Going line by line through the entries below, tally those that hold the string "Dentenbergstrasse". Give only the total.

START Records provided

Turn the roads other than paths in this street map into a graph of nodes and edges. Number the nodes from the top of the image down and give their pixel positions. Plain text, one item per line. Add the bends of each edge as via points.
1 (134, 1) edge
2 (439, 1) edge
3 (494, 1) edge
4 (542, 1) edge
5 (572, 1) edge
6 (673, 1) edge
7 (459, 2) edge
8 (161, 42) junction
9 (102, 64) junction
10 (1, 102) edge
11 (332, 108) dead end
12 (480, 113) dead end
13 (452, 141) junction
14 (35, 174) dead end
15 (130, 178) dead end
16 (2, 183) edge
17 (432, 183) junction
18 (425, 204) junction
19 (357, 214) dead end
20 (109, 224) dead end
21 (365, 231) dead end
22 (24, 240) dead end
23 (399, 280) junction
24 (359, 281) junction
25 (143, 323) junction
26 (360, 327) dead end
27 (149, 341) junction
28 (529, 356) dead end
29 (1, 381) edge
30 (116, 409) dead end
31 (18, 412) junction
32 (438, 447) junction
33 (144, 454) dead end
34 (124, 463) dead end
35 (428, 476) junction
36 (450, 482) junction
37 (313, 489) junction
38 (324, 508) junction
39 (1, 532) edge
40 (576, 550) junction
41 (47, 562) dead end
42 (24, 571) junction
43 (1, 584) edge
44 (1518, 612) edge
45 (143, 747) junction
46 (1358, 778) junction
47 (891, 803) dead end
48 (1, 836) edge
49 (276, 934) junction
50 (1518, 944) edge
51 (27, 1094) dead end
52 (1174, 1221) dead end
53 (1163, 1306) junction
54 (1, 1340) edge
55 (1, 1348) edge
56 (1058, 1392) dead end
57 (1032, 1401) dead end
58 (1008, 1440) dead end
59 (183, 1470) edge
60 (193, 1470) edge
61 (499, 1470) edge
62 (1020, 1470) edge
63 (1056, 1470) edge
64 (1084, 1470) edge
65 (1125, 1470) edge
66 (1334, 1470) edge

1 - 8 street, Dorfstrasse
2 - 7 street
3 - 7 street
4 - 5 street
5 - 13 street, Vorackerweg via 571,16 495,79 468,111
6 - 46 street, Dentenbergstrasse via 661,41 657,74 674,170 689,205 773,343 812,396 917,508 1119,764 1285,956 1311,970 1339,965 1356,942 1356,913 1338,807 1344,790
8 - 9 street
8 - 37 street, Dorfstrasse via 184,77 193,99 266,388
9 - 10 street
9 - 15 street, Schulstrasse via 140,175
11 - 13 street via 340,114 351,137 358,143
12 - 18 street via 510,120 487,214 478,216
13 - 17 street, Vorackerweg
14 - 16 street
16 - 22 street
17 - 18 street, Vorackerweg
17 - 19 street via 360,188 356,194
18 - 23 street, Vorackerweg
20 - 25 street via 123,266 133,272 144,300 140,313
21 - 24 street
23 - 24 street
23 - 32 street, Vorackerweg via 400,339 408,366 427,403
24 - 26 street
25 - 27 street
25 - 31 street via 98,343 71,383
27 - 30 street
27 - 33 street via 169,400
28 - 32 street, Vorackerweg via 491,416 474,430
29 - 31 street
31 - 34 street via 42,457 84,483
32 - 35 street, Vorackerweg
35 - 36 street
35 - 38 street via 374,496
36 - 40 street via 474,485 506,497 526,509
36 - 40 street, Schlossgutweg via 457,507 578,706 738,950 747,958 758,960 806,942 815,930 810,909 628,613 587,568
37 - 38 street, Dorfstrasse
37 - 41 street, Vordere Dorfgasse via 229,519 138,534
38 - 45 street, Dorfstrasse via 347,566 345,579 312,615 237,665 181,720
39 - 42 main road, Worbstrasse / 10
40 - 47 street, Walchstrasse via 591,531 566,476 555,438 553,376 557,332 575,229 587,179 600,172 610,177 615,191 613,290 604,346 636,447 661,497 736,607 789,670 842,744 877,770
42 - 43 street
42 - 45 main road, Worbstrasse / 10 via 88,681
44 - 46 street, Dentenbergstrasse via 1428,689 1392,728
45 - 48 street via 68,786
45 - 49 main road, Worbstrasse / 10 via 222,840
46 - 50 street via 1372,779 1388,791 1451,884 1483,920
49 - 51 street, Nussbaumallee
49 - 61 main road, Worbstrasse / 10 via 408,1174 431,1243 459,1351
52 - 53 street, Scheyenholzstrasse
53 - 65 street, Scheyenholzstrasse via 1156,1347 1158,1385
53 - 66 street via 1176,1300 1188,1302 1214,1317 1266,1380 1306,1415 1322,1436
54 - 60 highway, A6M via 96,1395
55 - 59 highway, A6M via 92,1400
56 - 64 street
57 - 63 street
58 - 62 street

END Records provided

● Written answer:
2